Learning management systems (LMS) were developed 15 years ago to managed digital courseware in higher education. With digital conversions well underway in K-12 schools, a variety of instructional tools including LMS are being adopted. However, the long and varied shifts from group instruction to personalized learning, and from age cohorts to individual progressions makes it hard for EdTech entrepreneurs to match their product roadmap to emerging customer requirements.
As a result (and as frequently discussed) it’s harder than it should be to create an effective sequence of learning experiences in K-12. There are three primary reasons:
- Weak demand articulation (i.e., slow shift to digital, varied requirements, tortured purchasing procedures that favor low bids rather than quality articulation);
- Historic underinvestment in EdTech (compared to other $1T sectors); and
- Well intentioned federal, state and philanthropic projects have chilled investment and delayed progress.

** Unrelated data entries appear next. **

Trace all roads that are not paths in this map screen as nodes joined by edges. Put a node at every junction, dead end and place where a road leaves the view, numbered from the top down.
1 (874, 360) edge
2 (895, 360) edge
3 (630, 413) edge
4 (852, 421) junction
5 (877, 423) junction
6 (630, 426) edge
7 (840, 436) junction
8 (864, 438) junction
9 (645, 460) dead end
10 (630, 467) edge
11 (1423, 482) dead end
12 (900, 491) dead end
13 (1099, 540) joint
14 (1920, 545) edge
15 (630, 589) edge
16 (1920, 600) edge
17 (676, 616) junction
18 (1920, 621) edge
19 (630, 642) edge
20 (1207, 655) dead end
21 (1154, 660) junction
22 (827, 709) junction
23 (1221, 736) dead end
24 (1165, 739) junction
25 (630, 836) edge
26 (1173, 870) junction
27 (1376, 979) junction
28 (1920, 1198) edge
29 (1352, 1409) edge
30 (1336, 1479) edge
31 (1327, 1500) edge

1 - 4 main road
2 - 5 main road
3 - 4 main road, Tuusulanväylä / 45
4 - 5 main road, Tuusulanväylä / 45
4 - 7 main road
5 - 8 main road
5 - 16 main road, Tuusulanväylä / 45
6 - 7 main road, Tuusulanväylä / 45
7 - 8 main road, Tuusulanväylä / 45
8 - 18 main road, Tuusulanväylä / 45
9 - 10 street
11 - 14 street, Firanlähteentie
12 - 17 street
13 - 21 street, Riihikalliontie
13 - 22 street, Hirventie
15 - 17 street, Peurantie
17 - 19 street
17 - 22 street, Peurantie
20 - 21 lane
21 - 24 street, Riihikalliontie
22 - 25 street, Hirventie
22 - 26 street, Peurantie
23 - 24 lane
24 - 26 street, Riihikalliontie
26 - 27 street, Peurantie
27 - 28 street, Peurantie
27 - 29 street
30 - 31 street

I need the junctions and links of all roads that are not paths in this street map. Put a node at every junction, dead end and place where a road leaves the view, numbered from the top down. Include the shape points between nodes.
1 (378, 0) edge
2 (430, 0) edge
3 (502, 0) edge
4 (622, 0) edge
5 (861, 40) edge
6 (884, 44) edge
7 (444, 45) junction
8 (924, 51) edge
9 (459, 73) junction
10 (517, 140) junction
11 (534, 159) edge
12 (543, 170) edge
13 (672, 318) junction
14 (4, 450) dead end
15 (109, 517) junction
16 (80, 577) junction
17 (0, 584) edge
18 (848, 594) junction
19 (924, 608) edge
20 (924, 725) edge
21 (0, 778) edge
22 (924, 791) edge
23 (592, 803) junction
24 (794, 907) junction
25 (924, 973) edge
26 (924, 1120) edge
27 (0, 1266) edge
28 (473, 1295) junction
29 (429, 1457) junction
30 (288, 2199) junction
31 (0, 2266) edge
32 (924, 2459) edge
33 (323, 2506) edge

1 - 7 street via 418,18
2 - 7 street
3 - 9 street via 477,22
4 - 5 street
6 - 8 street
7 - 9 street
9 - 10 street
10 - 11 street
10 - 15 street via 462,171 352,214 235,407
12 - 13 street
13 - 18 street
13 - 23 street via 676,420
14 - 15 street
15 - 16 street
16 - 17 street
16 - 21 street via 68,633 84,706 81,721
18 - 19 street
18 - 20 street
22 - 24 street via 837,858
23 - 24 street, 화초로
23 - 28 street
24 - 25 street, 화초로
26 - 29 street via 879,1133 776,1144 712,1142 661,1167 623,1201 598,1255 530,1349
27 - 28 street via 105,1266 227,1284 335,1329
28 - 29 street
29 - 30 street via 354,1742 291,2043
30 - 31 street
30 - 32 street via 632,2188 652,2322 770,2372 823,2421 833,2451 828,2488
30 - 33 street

At the height of the Great Recession, states like North Carolina received a Race to the Top (RTTT) grant and launched efforts to build a Instructional Improvement System (IIS). Like other RTTT state grantees, efforts to build IIS have been slow and disappointing. North Carolina uses Pearson’s PowerSchools and SchoolNet as the foundation for its school information system, Home Base. NC is considering adding a learning management system (LMS) that should provide NC districts with an affordable integrated learning platform. But it will still fall short of what some forward leaning districts are looking for.
After ten productive years as superintendent in two South Carolina counties, Valerie Truesdale joined the Charlotte-Mecklenburg Schools (CMS) to lead the innovation agenda. The strategic plan calls for CMS to transform classrooms into “personalized 21st century learning environments for every child to graduate career- and college-ready.” In 2012, none of the 165 schools were 100% wireless and the entire school system was still running XP. Lacking the budget for a fast digital conversion, the district launched a personalized learning initiative to build teaching capacity in advance of issuing devices for students. Seeded by a $100,000 grant, and led by Jill Thompson, a pilot group of student-centered schools are systematically building personalized learning environments with an emphasis on student ownership of their learning (see Jill’s blog on misconceptions). Thought partners in groups such as the League of Innovative Schools and Consortium of School Networking (CoSN) help by sharing strategies that fuel personalized learning efforts.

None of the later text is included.